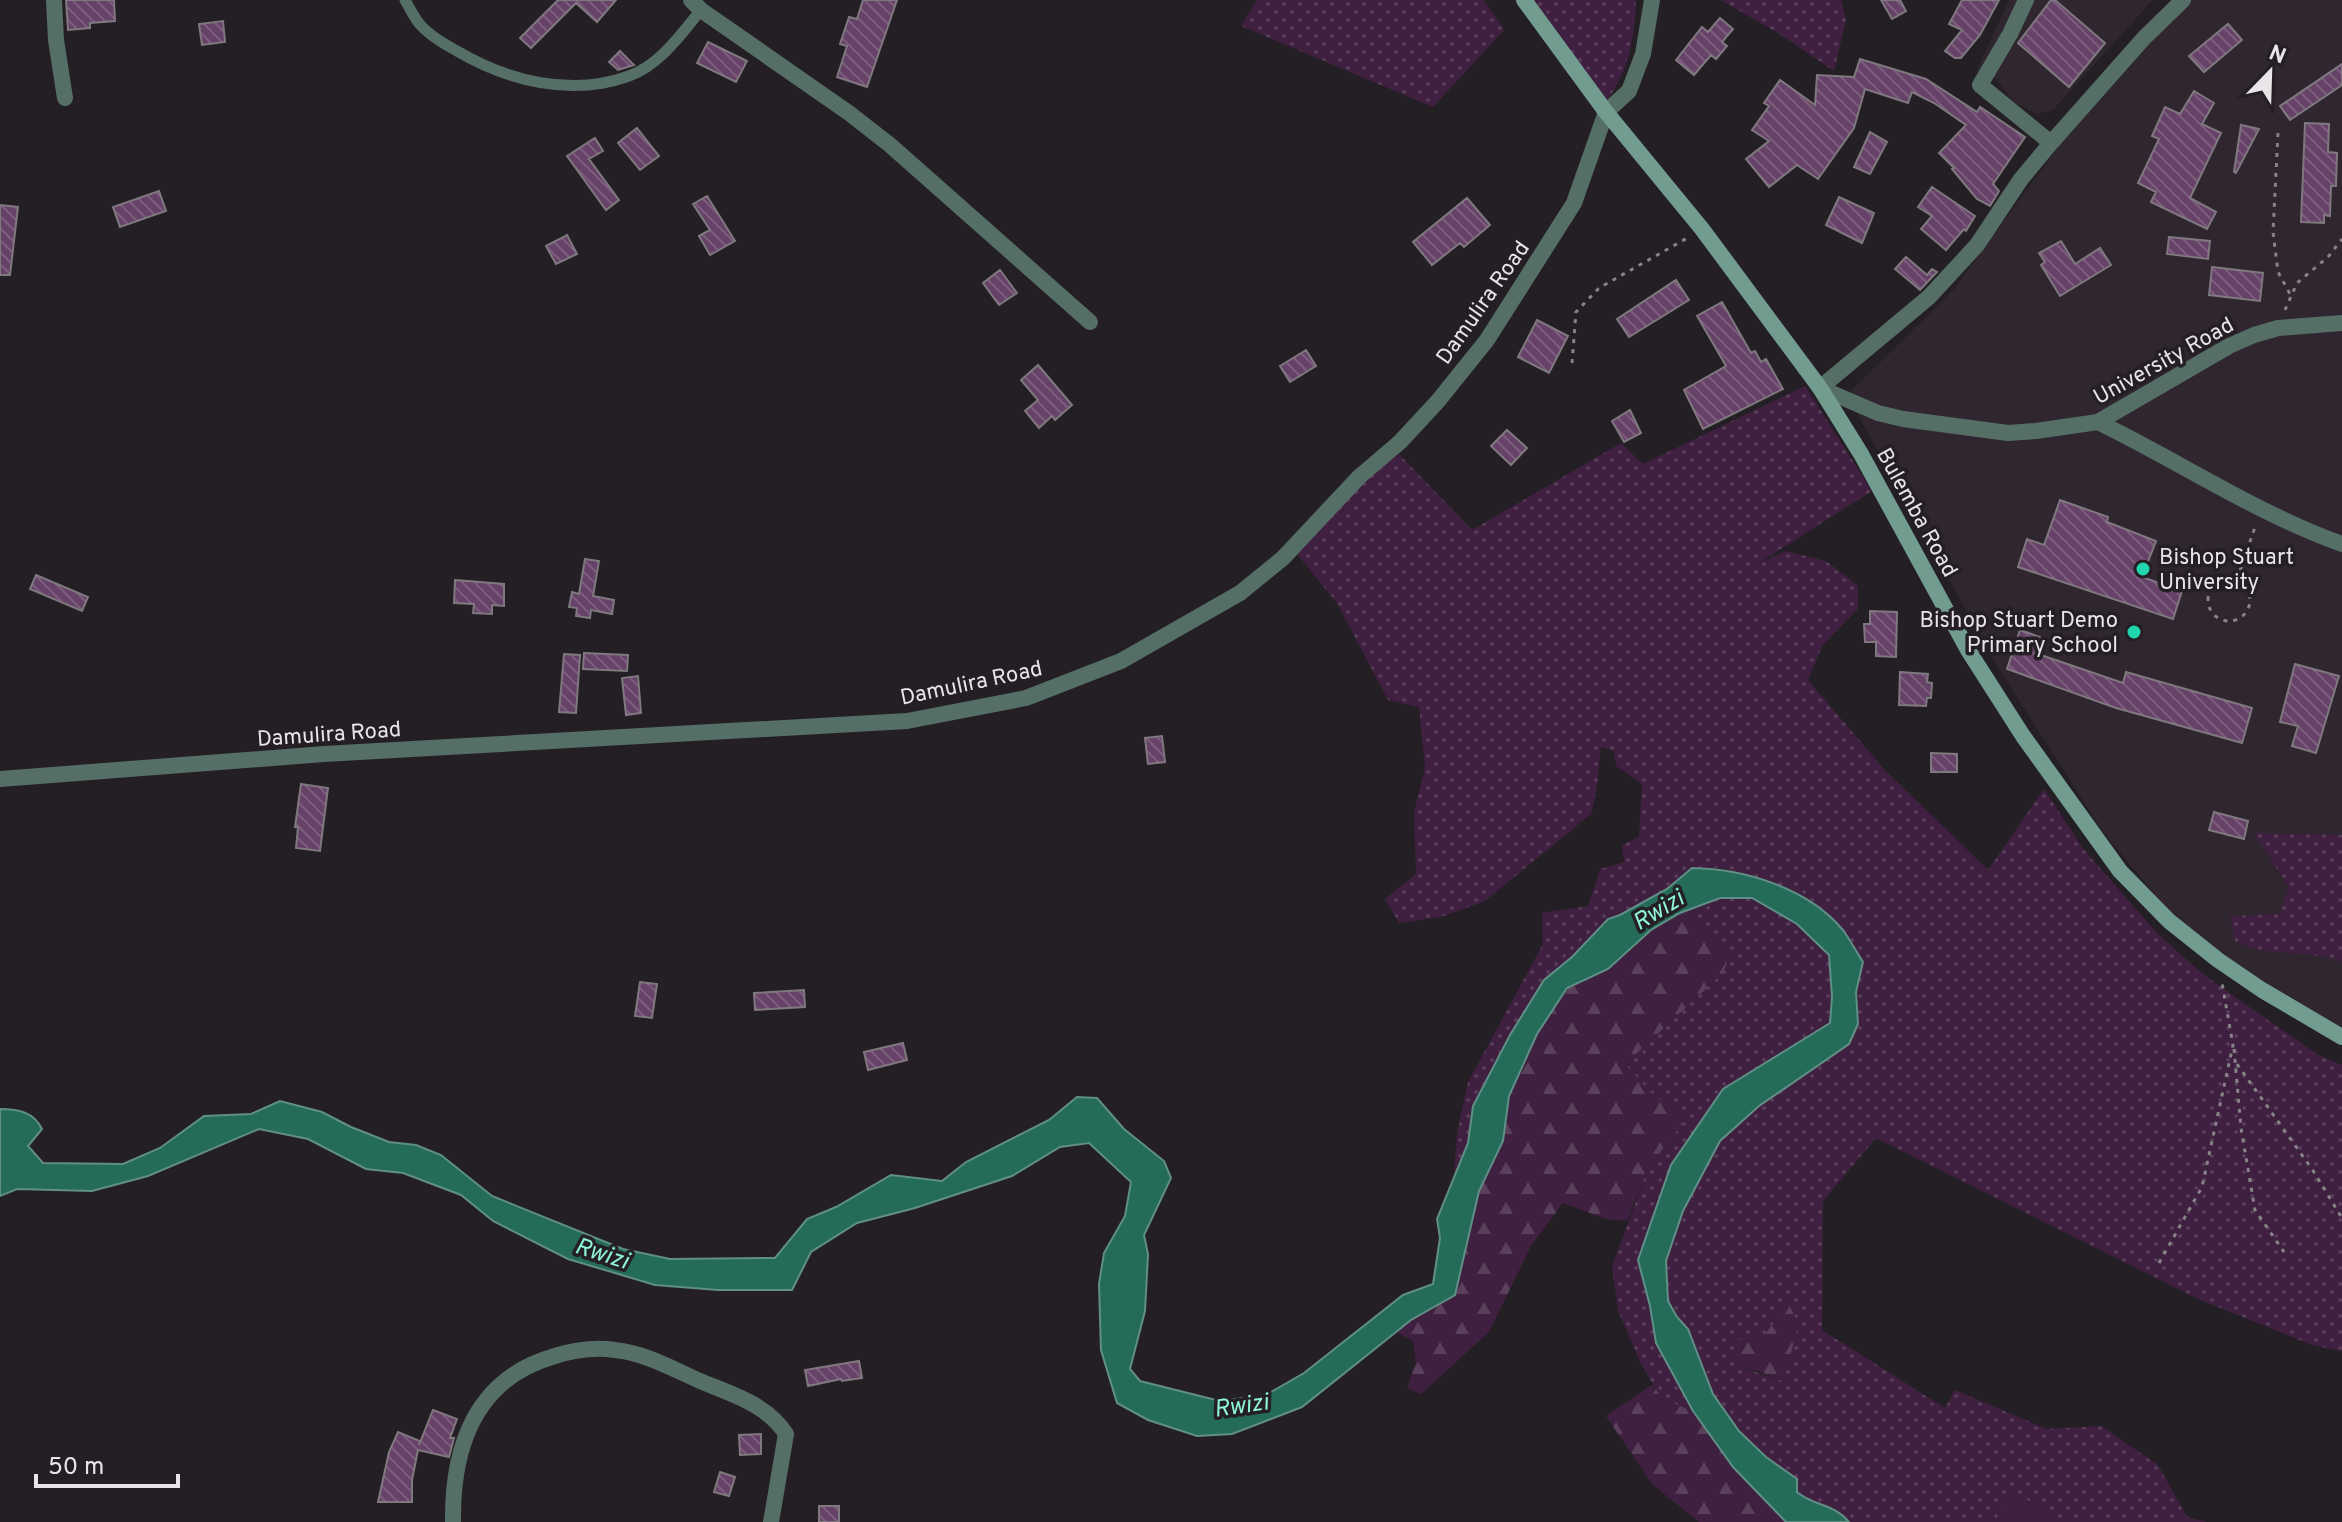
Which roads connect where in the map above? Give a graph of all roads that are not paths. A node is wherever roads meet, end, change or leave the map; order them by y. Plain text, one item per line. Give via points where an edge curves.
1 (54, 0) edge
2 (405, 0) edge
3 (1524, 0) edge
4 (1652, 0) edge
5 (2026, 0) edge
6 (2183, 0) edge
7 (696, 5) edge
8 (65, 98) dead end
9 (1606, 112) junction
10 (2051, 143) junction
11 (1090, 322) dead end
12 (2342, 323) edge
13 (1820, 388) junction
14 (2098, 422) junction
15 (2342, 544) edge
16 (0, 779) edge
17 (2342, 1037) edge
18 (453, 1522) edge
19 (771, 1522) edge

1 - 8 street
2 - 7 lane via 418,22 444,44 487,69 566,86 632,76 663,55
3 - 9 main road, Bulemba Road
4 - 9 street, Damulira Road via 1643,54 1629,91
5 - 10 street via 1980,85
6 - 10 street
7 - 11 street via 890,145
9 - 13 main road, Bulemba Road via 1702,229
9 - 16 street, Damulira Road via 1574,203 1487,340 1400,442 1359,477 1283,558 1240,593 1158,641 1072,681 1026,698 907,721 324,754
10 - 13 street via 1977,245 1929,297
12 - 14 street, University Road via 2278,328 2229,346
13 - 14 street, University Road via 1888,416 1982,431 2008,433
13 - 17 main road, Bulemba Road via 1968,650 2120,871 2169,921 2218,960
14 - 15 street via 2261,509
18 - 19 street via 459,1458 484,1402 522,1369 591,1349 638,1354 772,1416 786,1434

******************************

> **Work instruction**: Write out the entries again word for word. Do not include the pictures.

> **Response**:
Which roads connect where in the map above? Give a graph of all roads that are not paths. A node is wherever roads meet, end, change or leave the map; order them by y. Plain text, one item per line. Give via points where an edge curves.
1 (54, 0) edge
2 (405, 0) edge
3 (1524, 0) edge
4 (1652, 0) edge
5 (2026, 0) edge
6 (2183, 0) edge
7 (696, 5) edge
8 (65, 98) dead end
9 (1606, 112) junction
10 (2051, 143) junction
11 (1090, 322) dead end
12 (2342, 323) edge
13 (1820, 388) junction
14 (2098, 422) junction
15 (2342, 544) edge
16 (0, 779) edge
17 (2342, 1037) edge
18 (453, 1522) edge
19 (771, 1522) edge

1 - 8 street
2 - 7 lane via 418,22 444,44 487,69 566,86 632,76 663,55
3 - 9 main road, Bulemba Road
4 - 9 street, Damulira Road via 1643,54 1629,91
5 - 10 street via 1980,85
6 - 10 street
7 - 11 street via 890,145
9 - 13 main road, Bulemba Road via 1702,229
9 - 16 street, Damulira Road via 1574,203 1487,340 1400,442 1359,477 1283,558 1240,593 1158,641 1072,681 1026,698 907,721 324,754
10 - 13 street via 1977,245 1929,297
12 - 14 street, University Road via 2278,328 2229,346
13 - 14 street, University Road via 1888,416 1982,431 2008,433
13 - 17 main road, Bulemba Road via 1968,650 2120,871 2169,921 2218,960
14 - 15 street via 2261,509
18 - 19 street via 459,1458 484,1402 522,1369 591,1349 638,1354 772,1416 786,1434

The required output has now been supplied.